元厚生事務次官宅襲撃事件で、逮捕後一週間、小泉容疑者の供述は、「『飼い犬のあだ討ちだった』と一貫し、警察当局は三十四年前の飼い犬の死が直接の動機になったとほぼ断定した」(11月30日付、『北海道新聞』第31面〈第1社会〉)が、捜査幹部の一人は、「三十四年前の犬への思いがずっと持続するのか」(同新聞)納得しかねている。三十四年など指呼の間にすぎないのに・・・
それは、心の奥深くに傷を負ったことのない幸せな人間が抱く不審であって、内奥の傷は、時の経過が傷口を癒し、忘却の彼方に忘れ去られることが多いにしても、場合によっては、三十年も五十年も持続し、あるいは、忘れ去られても、何らかの契機で蘇ったりするのだ。人の心を軽々に一つの論理で割り切ることができない所以である。しかし、だからといって、卑劣な行為が許されるわけではないが。

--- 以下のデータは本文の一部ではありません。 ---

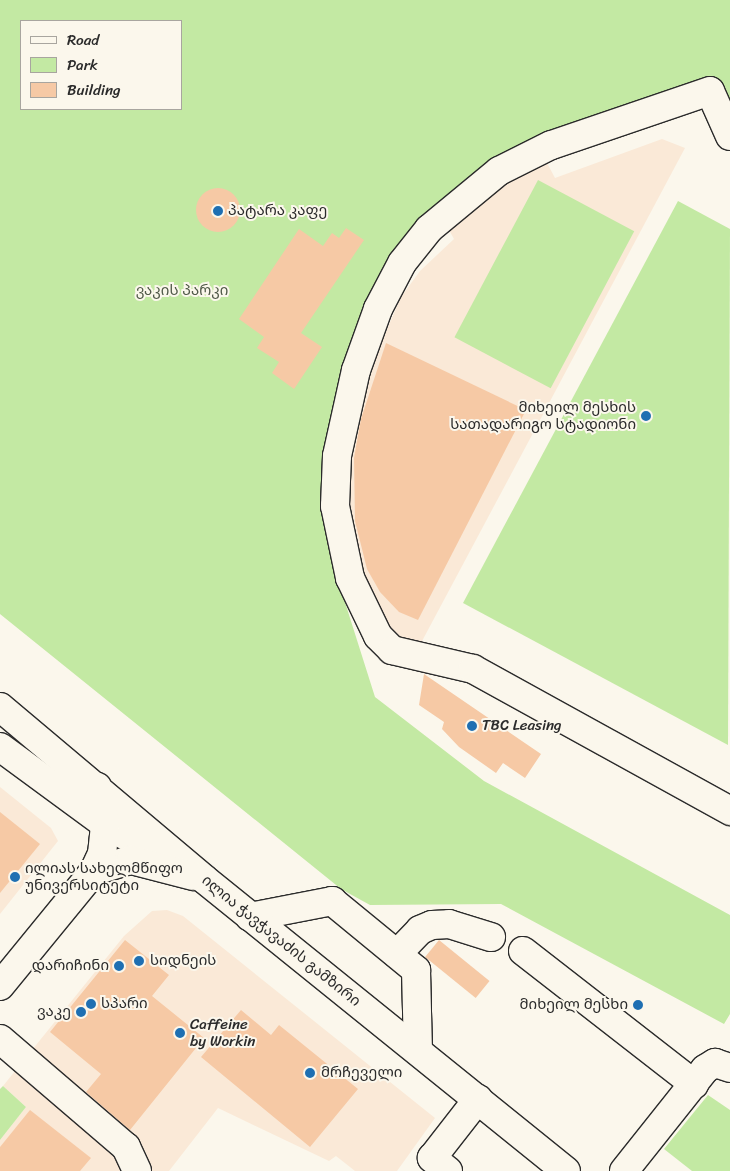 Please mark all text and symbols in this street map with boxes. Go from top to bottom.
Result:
legend [20,20,182,110]
text: Road [67,27,99,53]
text: Park [67,52,98,78]
text: Building [67,77,121,103]
place label: პატარა კაფე [228,202,327,220]
marker: პატარა კაფე [212,205,224,217]
park label: ვაკის პარკი [136,282,228,300]
place label: მიხეილ მესხის სათადარიგო სტადიონი [450,398,636,433]
marker: მიხეილ მესხის სათადარიგო სტადიონი [640,410,652,422]
place label: TBC Leasing [482,717,562,735]
marker: TBC Leasing [466,720,478,732]
place label: ილიას სახელმწიფო უნივერსიტეტი [25,859,183,894]
marker: ილიას სახელმწიფო უნივერსიტეტი [9,871,21,883]
street label: ილია ჭავჭავაძის გამზირი [198,871,364,1011]
place label: სიდნეის [150,952,216,970]
marker: სიდნეის [132,954,146,968]
place label: დარიჩინი [32,957,109,975]
marker: დარიჩინი [113,960,125,972]
place label: სპარი [101,995,148,1013]
place label: მიხეილ მესხი [520,996,628,1014]
marker: სპარი [85,998,97,1010]
marker: მიხეილ მესხი [632,999,644,1011]
place label: ვაკე [37,1003,71,1021]
marker: ვაკე [75,1006,87,1018]
place label: Caffeine by Workin [190,1015,256,1050]
marker: Caffeine by Workin [174,1027,186,1039]
place label: მრჩეველი [321,1064,402,1082]
marker: მრჩეველი [303,1066,317,1080] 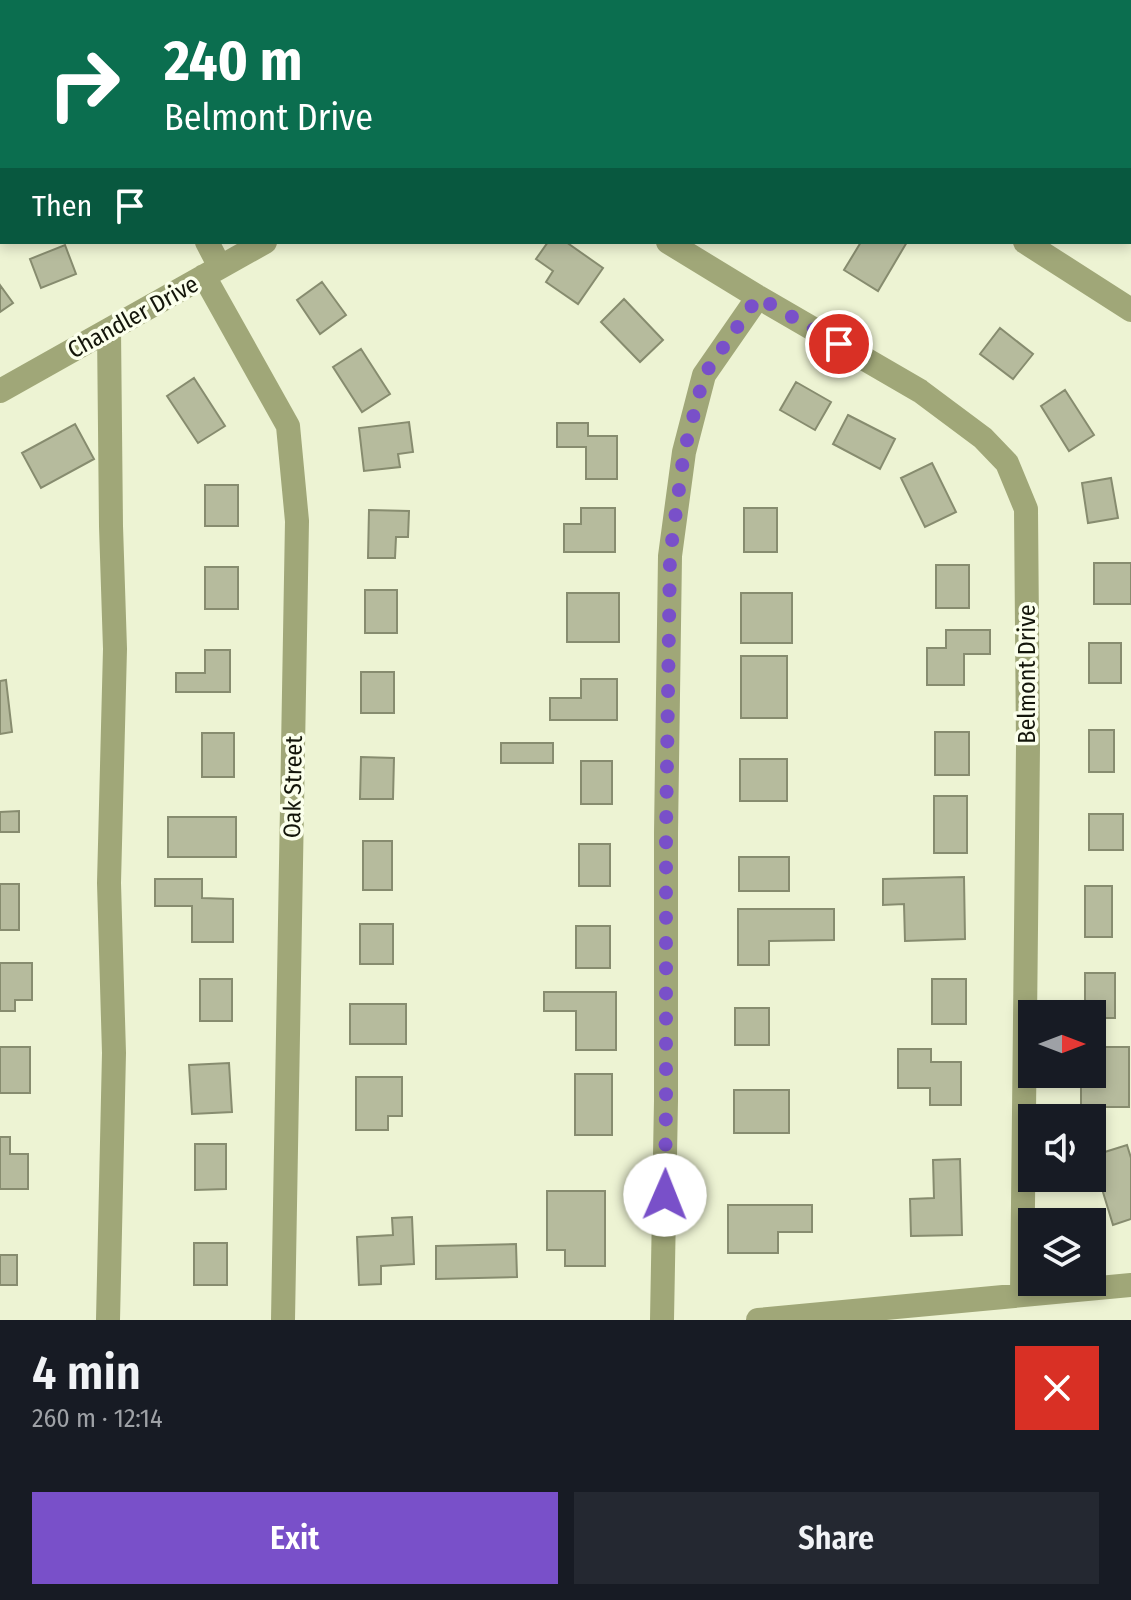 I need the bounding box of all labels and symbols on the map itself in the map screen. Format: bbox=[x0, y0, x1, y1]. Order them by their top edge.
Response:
street label: Chandler Drive bbox=[63, 270, 203, 364]
pin bbox=[805, 310, 873, 378]
street label: Belmont Drive bbox=[1013, 604, 1041, 744]
street label: Oak Street bbox=[278, 735, 308, 838]
north arrow bbox=[1018, 1000, 1106, 1088]
position arrow bbox=[623, 1153, 707, 1237]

凶行の対象がなぜ元厚生事務次官宅だったのか、凶行に及ぶ契機は何だったのか。おそらく他者には解明できないだろう。専門家なる者たちは「妄想型の人格障害」「アダルトチャイルド」「英雄行動としての自己愛」などと判断するが、たとえ精神鑑定をやっても、分からないものは分からない。